Companies are increasingly committing themselves to environmental, social and corporate governance principles and targets, but these commitments now need to go further towards taking real action, and the transition required may be stalled at a skills gap. Because while the field of ESG matures and demand for talent in sustainability intensifies, it remains particularly difficult to find qualified personnel.
NTUC’s survey of 200 business leaders across different industries in Singapore is echoed by companies in the U.S. that admit American businesses are also battling for ESG talent.
A 2020 CFA Institute report also identified a skills mismatch between ESG needs and workers in the finance sector, as just one example.

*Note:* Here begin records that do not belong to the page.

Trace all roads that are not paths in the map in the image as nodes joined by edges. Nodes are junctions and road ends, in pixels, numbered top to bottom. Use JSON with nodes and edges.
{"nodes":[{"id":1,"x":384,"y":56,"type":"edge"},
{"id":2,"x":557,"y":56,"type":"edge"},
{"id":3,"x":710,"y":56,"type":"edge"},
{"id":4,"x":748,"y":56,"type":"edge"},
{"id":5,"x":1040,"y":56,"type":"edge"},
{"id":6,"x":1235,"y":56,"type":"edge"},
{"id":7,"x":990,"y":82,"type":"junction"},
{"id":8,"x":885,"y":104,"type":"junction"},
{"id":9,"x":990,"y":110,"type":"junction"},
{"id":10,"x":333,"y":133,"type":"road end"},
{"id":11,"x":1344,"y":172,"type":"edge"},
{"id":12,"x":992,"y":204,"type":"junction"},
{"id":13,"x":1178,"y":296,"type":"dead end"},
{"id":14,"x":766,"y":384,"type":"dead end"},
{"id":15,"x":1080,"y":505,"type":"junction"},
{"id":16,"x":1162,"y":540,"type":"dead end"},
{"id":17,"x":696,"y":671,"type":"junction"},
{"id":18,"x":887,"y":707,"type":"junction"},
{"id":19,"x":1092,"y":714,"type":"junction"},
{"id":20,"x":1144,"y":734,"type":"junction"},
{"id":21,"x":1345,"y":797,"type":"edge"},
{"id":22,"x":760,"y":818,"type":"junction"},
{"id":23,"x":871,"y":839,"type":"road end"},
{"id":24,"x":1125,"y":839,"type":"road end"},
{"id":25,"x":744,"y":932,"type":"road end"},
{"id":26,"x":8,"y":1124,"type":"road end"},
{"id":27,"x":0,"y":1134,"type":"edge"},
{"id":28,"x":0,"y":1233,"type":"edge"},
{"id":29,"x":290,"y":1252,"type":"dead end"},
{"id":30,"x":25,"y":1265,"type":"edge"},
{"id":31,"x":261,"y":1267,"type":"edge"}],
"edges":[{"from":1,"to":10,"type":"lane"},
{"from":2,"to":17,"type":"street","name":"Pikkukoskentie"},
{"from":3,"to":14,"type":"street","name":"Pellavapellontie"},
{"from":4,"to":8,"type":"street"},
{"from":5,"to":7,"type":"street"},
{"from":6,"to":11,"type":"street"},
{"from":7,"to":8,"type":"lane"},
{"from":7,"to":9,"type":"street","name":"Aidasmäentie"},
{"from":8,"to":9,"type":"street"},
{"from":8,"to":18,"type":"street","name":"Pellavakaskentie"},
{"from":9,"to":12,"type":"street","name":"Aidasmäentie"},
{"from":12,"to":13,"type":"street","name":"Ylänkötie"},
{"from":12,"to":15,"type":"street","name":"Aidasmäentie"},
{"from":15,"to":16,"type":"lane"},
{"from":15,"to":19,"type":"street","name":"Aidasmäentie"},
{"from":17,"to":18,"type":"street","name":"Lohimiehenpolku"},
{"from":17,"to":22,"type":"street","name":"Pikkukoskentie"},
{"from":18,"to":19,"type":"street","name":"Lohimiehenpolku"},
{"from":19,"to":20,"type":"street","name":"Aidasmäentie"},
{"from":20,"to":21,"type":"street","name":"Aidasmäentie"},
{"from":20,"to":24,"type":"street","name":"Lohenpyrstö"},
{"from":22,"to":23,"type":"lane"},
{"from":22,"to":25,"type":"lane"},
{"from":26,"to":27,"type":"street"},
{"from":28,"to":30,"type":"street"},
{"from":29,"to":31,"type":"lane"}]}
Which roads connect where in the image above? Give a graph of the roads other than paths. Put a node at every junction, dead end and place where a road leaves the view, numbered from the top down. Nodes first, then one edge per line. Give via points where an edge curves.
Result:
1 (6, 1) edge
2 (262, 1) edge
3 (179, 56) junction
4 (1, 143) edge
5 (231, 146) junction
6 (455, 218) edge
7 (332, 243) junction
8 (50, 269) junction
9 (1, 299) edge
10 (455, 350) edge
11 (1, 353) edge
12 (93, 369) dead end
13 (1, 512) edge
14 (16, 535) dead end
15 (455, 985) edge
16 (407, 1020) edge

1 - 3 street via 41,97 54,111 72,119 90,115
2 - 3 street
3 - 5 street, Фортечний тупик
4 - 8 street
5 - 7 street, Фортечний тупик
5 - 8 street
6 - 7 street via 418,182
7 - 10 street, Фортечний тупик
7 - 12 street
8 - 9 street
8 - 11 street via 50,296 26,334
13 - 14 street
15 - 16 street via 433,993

In order to move forward with ESG goals, businesses are looking to embed those sustainability strategies into their broader growth strategies as well as ongoing business operations, but it takes problem solving, critical thinking and creativity.
In fact, according to NTUC’s survey, the top three skills related to sustainability that employers say would be useful for their organization are environment and social governance (44%), followed by carbon footprint management (40%) and sustainable business strategies (39%).
In addition to domain knowledge in sustainability, business leaders also consider the value critical core skills can bring in the development of sustainability initiatives, regardless of sector or job roles. The top three critical core skills include problem solving (52%), creative thinking (44%) and collaboration (44%).
“Employers could consider recruiting new talent or developing their current workforce by equipping them with the right skills,” Tay Ee Learn said. “For job seekers, they can ride on this emerging trend and enroll in relevant training courses to equip themselves with the necessary skills as companies embarking on their sustainability journey will be starting to look for talents in this space.”
Since businesses are starting to think more holistically about sustainability, these findings suggest that it would behoove anyone planning for their career to include a focus on sustainability, but especially those in professional services — from accounting to supply chain management, risk management and innovation.
Universities like Harvard, Cornell, and the Warwick Business School have begun to offer “green MBA” programs to better prepare graduates to take on a range of sustainability challenges, and prepare workers to meet the specialized talent needs of companies worldwide.
Despite these new programs, however, the immediate skills shortage remains very real and might prevent or hamper the achievement of ESG goals.